The inevitable failure of my grasping phase came in little pointers and signs. The replacement bracelet was expensive and underwhelming, not at all like the one I lost, and the tools and utensils became useless white elephants, unsuitable for my modern European apartment. The coffee tasted like cardboard, and did not live up to my idolised version of African coffee. Each little failure was another loss, and another reason to wallow in misery and grasp even more at the past. In Kenya, I thought, everything fell into place for me, whereas here, everything went wrong. My spirit suffered as well. My attempts at recapturing the spiritual heights I experienced through running, yoga and meditation were half-hearted to non-existent. My heart felt closed and constricted and no longer capable of unconditional loving. I regained my cynicism in matters of the heart and started to re-interpret my emotional experience more rationally.

Comparing my present state of mind with the past one I remembered was jarring and unsettling. Sometimes I felt like I fell from grace, and descended from paradise to earthly suffering.

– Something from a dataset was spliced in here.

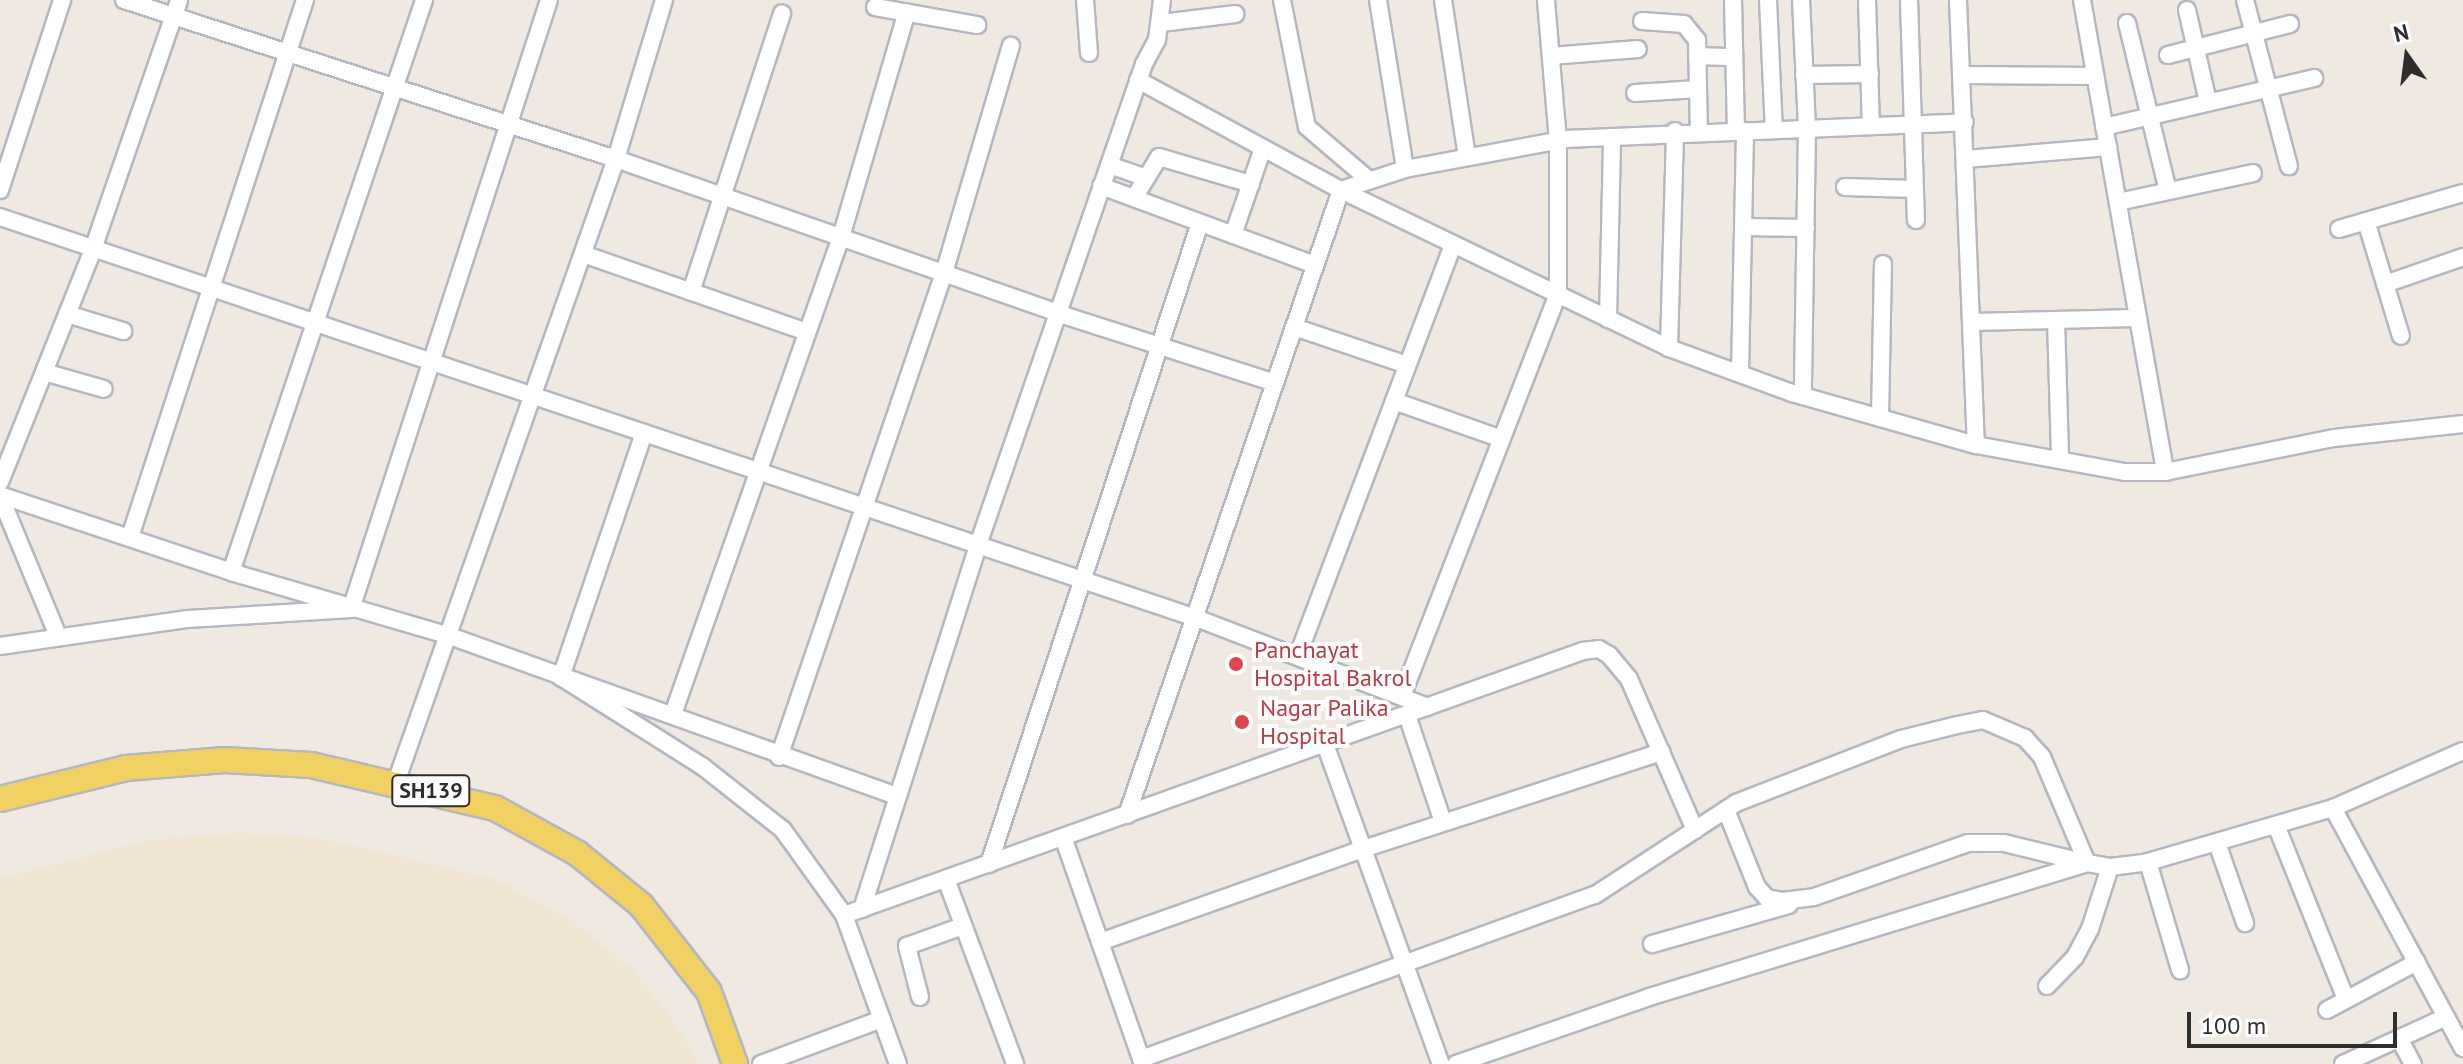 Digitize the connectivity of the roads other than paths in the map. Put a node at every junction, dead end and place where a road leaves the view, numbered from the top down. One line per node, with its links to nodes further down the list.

At other times I thought that I must have been floating on an opioid cloud for the past six years, and just sobered up now to cold reality.

Eventually, and perhaps with the help of a lecture I listened to from Alan Watts, it dawned on me that neither my emotional nor my rational interpretations were correct. I simply failed to understand one basic lessons. Life is a flowing river, and it is a bad idea to grasp at flowing water. The clenching fingers fail to hold a single drop, and the tense limbs are no match for strong currents. That lesson holds for some things in the physical world too, like trying to fall asleep or trying hard to float in a pool. Trying too hard is sometimes the surest guarantee of failure.

Today, I have decided to float freely and stop grasping. However, in doing that, I also want to remember that I should not try too hard. True acceptance after all, is the absence of resistance, and sometimes the pull of the past will still be felt, but I need to understand it for what it is, an illusion, a re-imagining of the past from the viewpoint of the present.

There will always be things that I can, and should, work harder at, like getting more exercise or practicing meditation. But the present experience should be the heart of the practice. I should enjoy the meditation session, the single run, and the yoga lesson. And while the end goal of running another marathon or getting fit and flexible in my middle age years could work as a motivator, the end goal is not as important as the present experience. My present moment is all I have, and I will make it count.